Why So Quick to Kill?
Doubtless, one of the reasons there aren’t more cases of ectopic pregnancies surviving is because of the medical community’s haste to kill. That haste is motivated not so much by the desire to save the mother’s life, but to protect the physician. I had a Christian patient who was devastated when her obstetrician informed her that she had a tubal ectopic pregnancy and, in order to save her life, he must administer methotrexate immediately. She mourned what the obstetrician considered the inevitable loss of her child, and reluctantly succumbed to his persuasion. Weeks later, the patient was still bleeding heavily and the doctor ordered an ultrasound only to discover she had what is called a heterotopic pregnancy; in other words, she was pregnant with twins, one in the fallopian tube and one in the uterus. The one in the fallopian tube was dead, and the one in the uterus was dying. The doctor missed the baby in the uterus.
These were wanted children. Can we safely assume even a pro-abortion physician wants to save wanted babies? The medical literature confirms that misdiagnosing ectopic pregnancy is quite common, and even if the diagnosis is accurate, there is much evidence that the tubal-implanted embryo can detach and reattach in a safer location. Why would this obstetrician give advice so much more aggressive than that the accepted standard of care? Why was the doctor so quick to kill? Although his disrespect for the baby’s right to life was a foundational error, I suspect his motivation was his desire to avoid litigation. If in the process of expectant management, the woman hemorrhages and suffers or dies, he could be blamed for not intervening more aggressively and quickly. Doctors get sued all the time and lose before a jury, even if they follow the standard of care. This doctor knew if he were as aggressive as possible, and if the woman accepted his abortive remedy, his chance of losing a lawsuit was slim. So to protect the doctor, the baby was sacrificed.
I sense a conspiracy afoot. If the “father of lies” and a complicit medical community can convince God’s people that His Word is an insufficient standard for morality and justice and, sometimes, it is necessary to intentionally kill an innocent child for the greater good, then we have been co-opted into the enemy’s camp.

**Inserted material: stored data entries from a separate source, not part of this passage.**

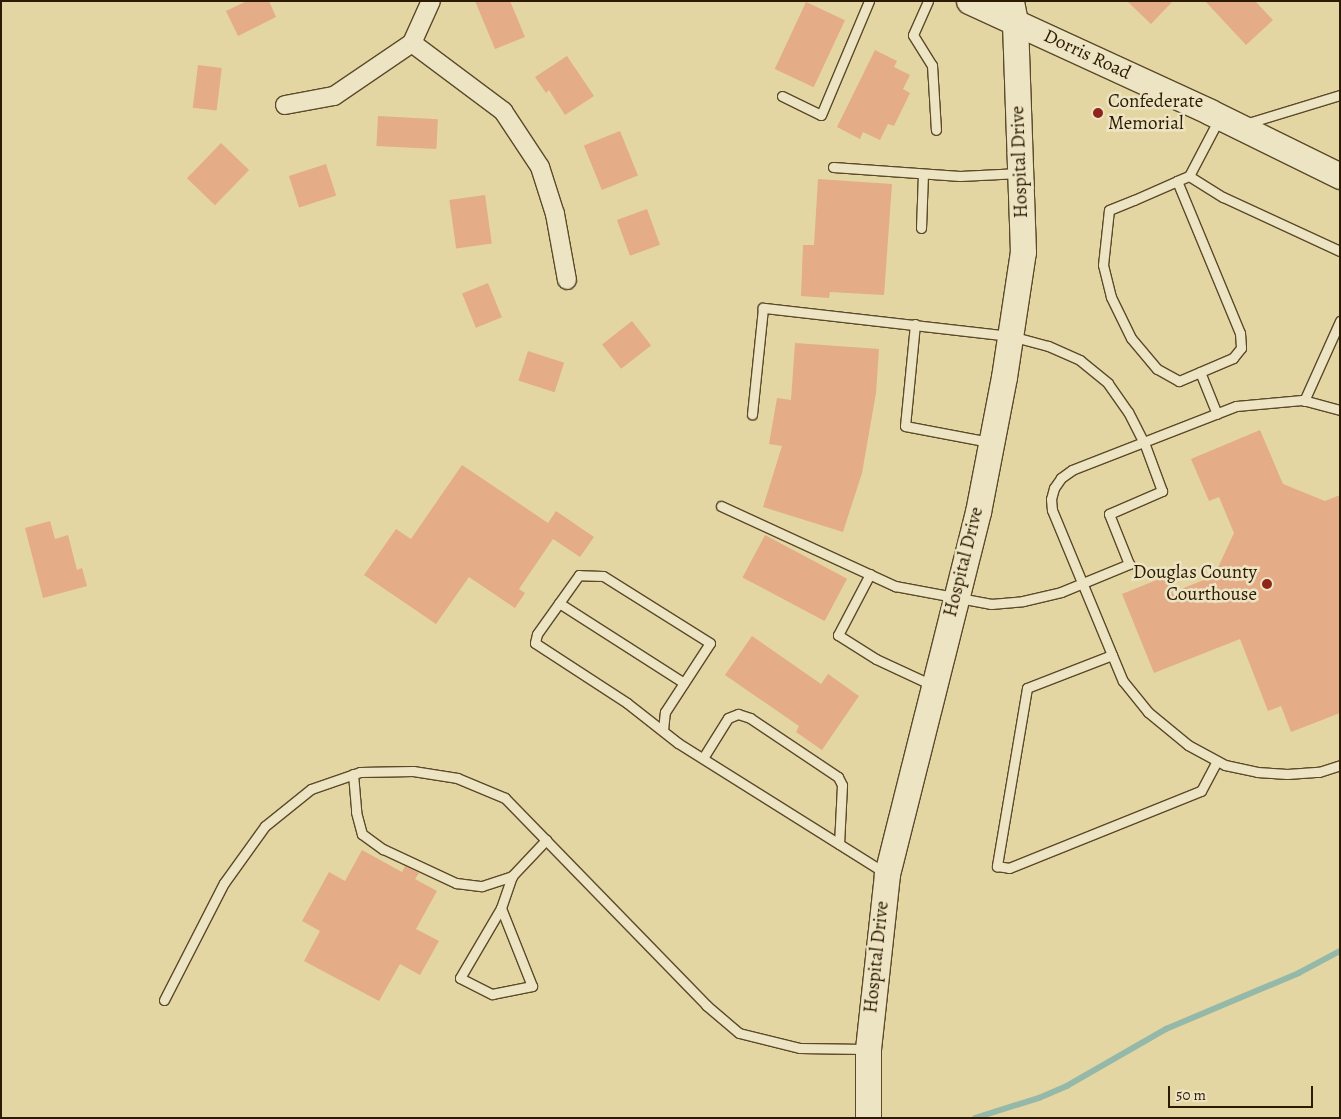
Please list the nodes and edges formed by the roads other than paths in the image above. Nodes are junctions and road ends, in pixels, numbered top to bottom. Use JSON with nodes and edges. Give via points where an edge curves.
{"nodes":[{"id":1,"x":431,"y":1,"type":"edge"},
{"id":2,"x":869,"y":1,"type":"edge"},
{"id":3,"x":928,"y":1,"type":"edge"},
{"id":4,"x":969,"y":1,"type":"edge"},
{"id":5,"x":1013,"y":12,"type":"edge"},
{"id":6,"x":412,"y":43,"type":"junction"},
{"id":7,"x":1340,"y":95,"type":"edge"},
{"id":8,"x":782,"y":96,"type":"dead end"},
{"id":9,"x":285,"y":105,"type":"dead end"},
{"id":10,"x":1229,"y":121,"type":"junction"},
{"id":11,"x":936,"y":130,"type":"dead end"},
{"id":12,"x":833,"y":167,"type":"dead end"},
{"id":13,"x":1020,"y":173,"type":"junction"},
{"id":14,"x":923,"y":174,"type":"junction"},
{"id":15,"x":1189,"y":176,"type":"junction"},
{"id":16,"x":1340,"y":176,"type":"edge"},
{"id":17,"x":1177,"y":181,"type":"junction"},
{"id":18,"x":921,"y":228,"type":"dead end"},
{"id":19,"x":1340,"y":251,"type":"edge"},
{"id":20,"x":567,"y":280,"type":"dead end"},
{"id":21,"x":1340,"y":321,"type":"edge"},
{"id":22,"x":915,"y":324,"type":"junction"},
{"id":23,"x":1010,"y":336,"type":"junction"},
{"id":24,"x":1200,"y":372,"type":"junction"},
{"id":25,"x":1304,"y":401,"type":"junction"},
{"id":26,"x":1340,"y":410,"type":"edge"},
{"id":27,"x":752,"y":414,"type":"dead end"},
{"id":28,"x":1217,"y":414,"type":"junction"},
{"id":29,"x":991,"y":442,"type":"junction"},
{"id":30,"x":1144,"y":442,"type":"junction"},
{"id":31,"x":721,"y":506,"type":"dead end"},
{"id":32,"x":870,"y":574,"type":"junction"},
{"id":33,"x":1082,"y":584,"type":"junction"},
{"id":34,"x":956,"y":597,"type":"junction"},
{"id":35,"x":559,"y":603,"type":"junction"},
{"id":36,"x":1112,"y":655,"type":"junction"},
{"id":37,"x":684,"y":683,"type":"junction"},
{"id":38,"x":933,"y":685,"type":"junction"},
{"id":39,"x":664,"y":730,"type":"junction"},
{"id":40,"x":703,"y":758,"type":"junction"},
{"id":41,"x":1217,"y":761,"type":"junction"},
{"id":42,"x":1340,"y":765,"type":"edge"},
{"id":43,"x":353,"y":774,"type":"junction"},
{"id":44,"x":546,"y":840,"type":"junction"},
{"id":45,"x":839,"y":844,"type":"junction"},
{"id":46,"x":886,"y":874,"type":"junction"},
{"id":47,"x":512,"y":876,"type":"junction"},
{"id":48,"x":501,"y":908,"type":"junction"},
{"id":49,"x":164,"y":1000,"type":"dead end"},
{"id":50,"x":868,"y":1048,"type":"junction"},
{"id":51,"x":868,"y":1118,"type":"edge"}],
"edges":[{"from":1,"to":6,"type":"street"},
{"from":2,"to":8,"type":"lane","via":[[821,115]]},
{"from":3,"to":11,"type":"lane","via":[[913,35],[932,64]]},
{"from":4,"to":5,"type":"street","name":"Dorris Road"},
{"from":5,"to":10,"type":"street","name":"Dorris Road"},
{"from":5,"to":13,"type":"street","name":"Hospital Drive"},
{"from":6,"to":9,"type":"street","via":[[334,96]]},
{"from":6,"to":20,"type":"street","via":[[503,111],[540,168],[555,214]]},
{"from":7,"to":10,"type":"lane"},
{"from":10,"to":15,"type":"lane"},
{"from":10,"to":16,"type":"street","name":"Dorris Road"},
{"from":12,"to":14,"type":"lane"},
{"from":13,"to":14,"type":"lane"},
{"from":13,"to":23,"type":"street","name":"Hospital Drive","via":[[1022,252]]},
{"from":14,"to":18,"type":"lane"},
{"from":15,"to":17,"type":"lane"},
{"from":15,"to":19,"type":"lane","via":[[1223,197]]},
{"from":17,"to":24,"type":"lane","via":[[1240,333],[1241,348],[1233,358]]},
{"from":17,"to":24,"type":"lane","via":[[1110,210],[1103,265],[1111,297],[1131,338],[1157,369],[1179,380]]},
{"from":21,"to":25,"type":"lane"},
{"from":22,"to":23,"type":"lane"},
{"from":22,"to":27,"type":"lane","via":[[763,308]]},
{"from":22,"to":29,"type":"lane","via":[[904,426]]},
{"from":23,"to":29,"type":"street","name":"Hospital Drive"},
{"from":23,"to":30,"type":"lane","via":[[1048,346],[1080,360],[1108,383]]},
{"from":24,"to":28,"type":"lane"},
{"from":25,"to":26,"type":"lane"},
{"from":25,"to":28,"type":"lane","via":[[1236,406]]},
{"from":28,"to":30,"type":"lane"},
{"from":29,"to":34,"type":"street","name":"Hospital Drive","via":[[978,512]]},
{"from":30,"to":33,"type":"lane","via":[[1072,470],[1054,488],[1052,510]]},
{"from":30,"to":33,"type":"lane","via":[[1162,491],[1109,514],[1129,564]]},
{"from":31,"to":32,"type":"lane"},
{"from":32,"to":34,"type":"lane","via":[[895,586]]},
{"from":32,"to":38,"type":"lane","via":[[838,635],[876,658]]},
{"from":33,"to":34,"type":"lane","via":[[1015,602],[991,604]]},
{"from":33,"to":36,"type":"lane"},
{"from":34,"to":38,"type":"street","name":"Hospital Drive"},
{"from":35,"to":37,"type":"lane"},
{"from":35,"to":37,"type":"lane","via":[[579,575],[603,576],[710,643]]},
{"from":35,"to":39,"type":"lane","via":[[537,634],[535,643]]},
{"from":36,"to":41,"type":"lane","via":[[1123,681],[1148,712],[1188,745]]},
{"from":36,"to":41,"type":"lane","via":[[1027,688],[996,866],[1009,868],[1201,791]]},
{"from":37,"to":39,"type":"lane","via":[[665,712]]},
{"from":38,"to":46,"type":"street","name":"Hospital Drive"},
{"from":39,"to":40,"type":"lane"},
{"from":40,"to":45,"type":"lane"},
{"from":40,"to":45,"type":"lane","via":[[728,718],[738,714],[750,718],[838,777],[842,784]]},
{"from":41,"to":42,"type":"lane","via":[[1257,772],[1288,774],[1319,772]]},
{"from":43,"to":44,"type":"lane","via":[[413,771],[457,778],[505,798]]},
{"from":43,"to":47,"type":"lane","via":[[356,812],[362,834],[383,849],[456,883],[482,886]]},
{"from":43,"to":49,"type":"lane","via":[[310,789],[265,826],[224,883]]},
{"from":44,"to":47,"type":"lane"},
{"from":44,"to":50,"type":"lane","via":[[706,1005],[739,1033],[800,1048]]},
{"from":45,"to":46,"type":"lane"},
{"from":46,"to":50,"type":"street","name":"Hospital Drive"},
{"from":47,"to":48,"type":"lane"},
{"from":48,"to":48,"type":"lane","via":[[532,986],[492,994],[460,978]]},
{"from":50,"to":51,"type":"street","name":"Hospital Drive"}]}
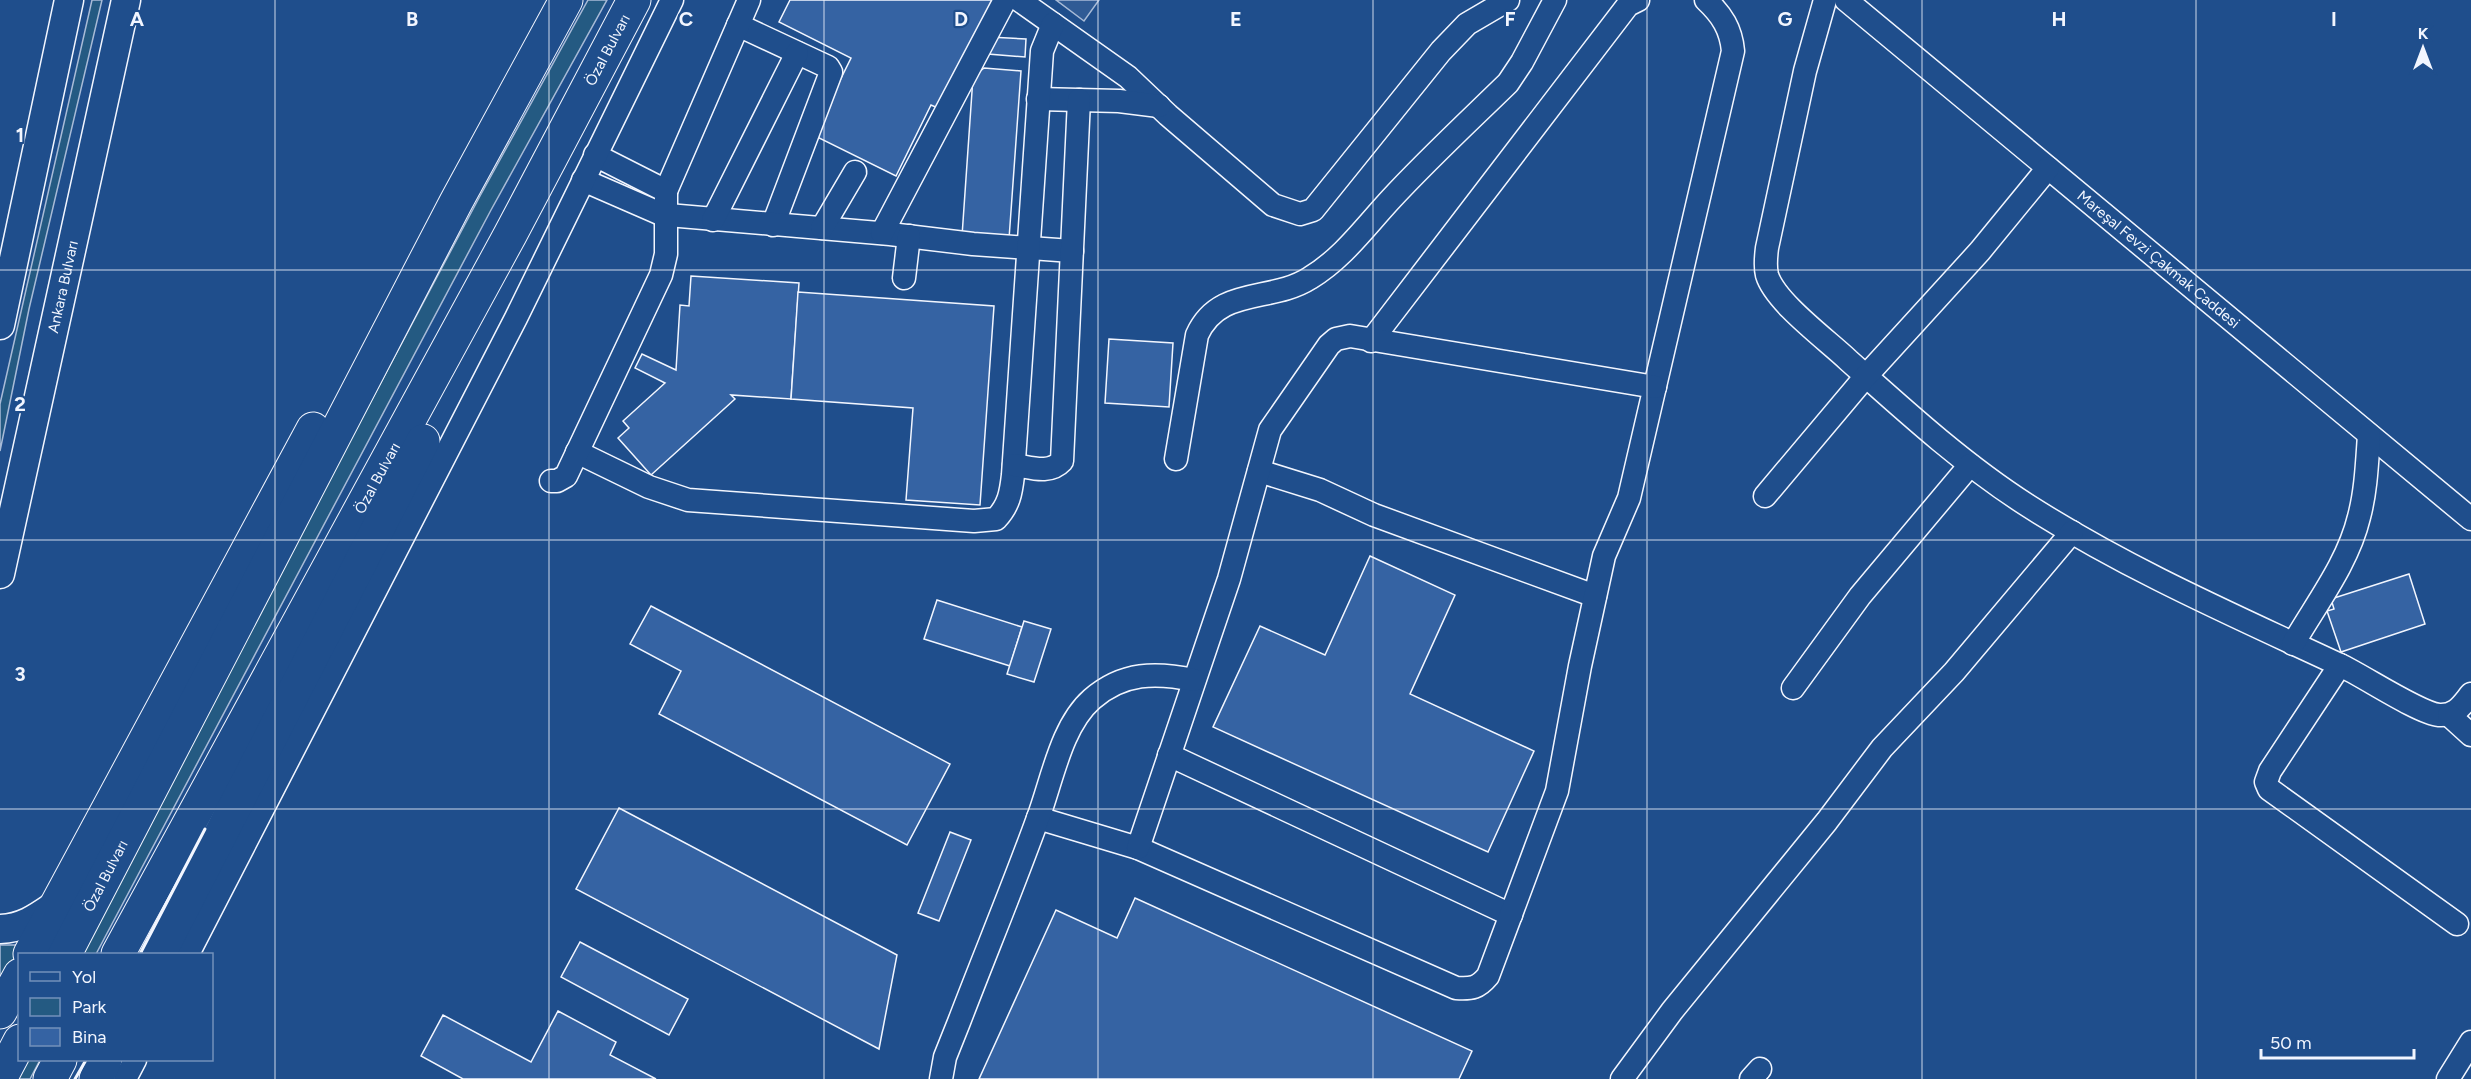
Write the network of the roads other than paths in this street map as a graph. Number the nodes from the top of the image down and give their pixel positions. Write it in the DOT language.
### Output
graph roads {
  1 [pos="68,0"];
  2 [pos="126,0"];
  3 [pos="566,0"];
  4 [pos="634,0"];
  5 [pos="672,0"];
  6 [pos="749,0"];
  7 [pos="1005,0"];
  8 [pos="1019,0"];
  9 [pos="1508,0"];
  10 [pos="1555,0"];
  11 [pos="1638,0"];
  12 [pos="1706,0"];
  13 [pos="1825,0"];
  14 [pos="1846,0"];
  15 [pos="1053,24"];
  16 [pos="738,25"];
  17 [pos="797,53"];
  18 [pos="1038,99"];
  19 [pos="1079,100"];
  20 [pos="1159,106"];
  21 [pos="596,155"];
  22 [pos="2048,168"];
  23 [pos="855,172"];
  24 [pos="584,180"];
  25 [pos="666,191"];
  26 [pos="456,202"];
  27 [pos="668,216"];
  28 [pos="713,220"];
  29 [pos="772,225"];
  30 [pos="822,228"];
  31 [pos="882,233"];
  32 [pos="510,235"];
  33 [pos="909,236"];
  34 [pos="1028,248"];
  35 [pos="1072,251"];
  36 [pos="904,278"];
  37 [pos="0,325"];
  38 [pos="1371,341"];
  39 [pos="1866,376"];
  40 [pos="1655,387"];
  41 [pos="2369,435"];
  42 [pos="577,452"];
  43 [pos="1176,459"];
  44 [pos="1014,465"];
  45 [pos="1970,465"];
  46 [pos="1259,471"];
  47 [pos="551,480"];
  48 [pos="1765,496"];
  49 [pos="2471,519"];
  50 [pos="2072,532"];
  51 [pos="0,574"];
  52 [pos="1595,596"];
  53 [pos="2293,644"];
  54 [pos="2340,665"];
  55 [pos="1194,680"];
  56 [pos="1793,688"];
  57 [pos="2471,694"];
  58 [pos="2449,715"];
  59 [pos="2471,735"];
  60 [pos="1169,755"];
  61 [pos="1038,818"];
  62 [pos="1138,848"];
  63 [pos="57,904"];
  64 [pos="1511,915"];
  65 [pos="2457,924"];
  66 [pos="0,929"];
  67 [pos="31,953"];
  68 [pos="66,953"];
  69 [pos="119,953"];
  70 [pos="160,953"];
  71 [pos="189,953"];
  72 [pos="18,979"];
  73 [pos="0,1012"];
  74 [pos="2471,1042"];
  75 [pos="18,1045"];
  76 [pos="59,1061"];
  77 [pos="104,1061"];
  78 [pos="134,1061"];
  79 [pos="0,1079"];
  80 [pos="50,1079"];
  81 [pos="96,1079"];
  82 [pos="125,1079"];
  83 [pos="941,1079"];
  84 [pos="1622,1079"];
  85 [pos="2448,1079"];
  1 -- 37 [label="main road"];
  2 -- 51 [label="main road, Ankara Bulvarı"];
  3 -- 26 [label="highway, Özal Bulvarı"];
  4 -- 32 [label="highway, Özal Bulvarı"];
  5 -- 21 [label="street"];
  6 -- 16 [label="street"];
  7 -- 31 [label="street"];
  8 -- 15 [label="street"];
  9 -- 20 [label="street"];
  10 -- 43 [label="street"];
  11 -- 38 [label="street"];
  12 -- 40 [label="street"];
  13 -- 39 [label="street"];
  14 -- 22 [label="street, Mareşal Fevzi Çakmak Caddesi"];
  15 -- 18 [label="street"];
  15 -- 20 [label="street"];
  16 -- 17 [label="street"];
  16 -- 25 [label="street"];
  17 -- 28 [label="street"];
  17 -- 29 [label="street"];
  18 -- 19 [label="street"];
  18 -- 34 [label="street"];
  19 -- 20 [label="street"];
  19 -- 35 [label="street"];
  21 -- 24 [label="street"];
  21 -- 25 [label="street"];
  22 -- 39 [label="street"];
  22 -- 41 [label="street, Mareşal Fevzi Çakmak Caddesi"];
  23 -- 30 [label="street"];
  24 -- 27 [label="street"];
  24 -- 71 [label="street"];
  25 -- 27 [label="street"];
  26 -- 63 [label="highway"];
  26 -- 68 [label="highway, Özal Bulvarı"];
  27 -- 28 [label="street"];
  27 -- 42 [label="street"];
  28 -- 29 [label="street"];
  29 -- 30 [label="street"];
  30 -- 31 [label="street"];
  31 -- 33 [label="street"];
  32 -- 69 [label="highway, Özal Bulvarı"];
  32 -- 70 [label="highway"];
  33 -- 34 [label="street"];
  33 -- 36 [label="street"];
  34 -- 35 [label="street"];
  34 -- 44 [label="street"];
  35 -- 44 [label="street"];
  38 -- 40 [label="street"];
  38 -- 46 [label="street"];
  39 -- 45 [label="street"];
  39 -- 48 [label="street"];
  40 -- 52 [label="street"];
  41 -- 49 [label="street, Mareşal Fevzi Çakmak Caddesi"];
  41 -- 53 [label="street"];
  42 -- 44 [label="street"];
  42 -- 47 [label="street"];
  45 -- 50 [label="street"];
  45 -- 56 [label="street"];
  46 -- 52 [label="street"];
  46 -- 55 [label="street"];
  50 -- 53 [label="street"];
  50 -- 84 [label="street"];
  52 -- 64 [label="street"];
  53 -- 54 [label="street"];
  54 -- 58 [label="street"];
  54 -- 65 [label="street"];
  55 -- 60 [label="street"];
  55 -- 61 [label="street"];
  57 -- 58 [label="street"];
  58 -- 59 [label="street"];
  60 -- 62 [label="street"];
  60 -- 64 [label="street"];
  61 -- 62 [label="street"];
  61 -- 83 [label="street"];
  62 -- 64 [label="street"];
  63 -- 66 [label="main road"];
  63 -- 67 [label="highway"];
  72 -- 73 [label="highway"];
  74 -- 85 [label="street"];
  75 -- 79 [label="highway"];
  76 -- 80 [label="highway"];
  77 -- 81 [label="highway"];
  78 -- 82 [label="street"];
}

Thus emasculated, the body of Christ, the salt of the earth, has lost the last of its savor. “When you spread out your hands in prayer, I hide My eyes from you,” said God through Isaiah. “Even when you offer many prayers, I am not listening. Your hands are full of blood!” (Isaiah 1:15). If there’s one thing God’s Word teaches us about innocent blood-guilt, it is that God’s people will never conquer their Promised Land with it.
God’s Word, Our Sure Foundation
Let us be confident in our commitment to God’s Word as the foundation for morality and justice, and not be seduced into straying from this sure foundation by medical scenarios awash in deceit. “Thou shalt not kill” can withstand the scrutiny of the sceptics. God created human beings in His image, and no one may intentionally kill another innocent person without incurring His wrath – wrath which only repentance and/or justice can quench.
Let us pray that more American physicians will respect the right to life of all preborn children, and provide these life-saving alternatives to their patients.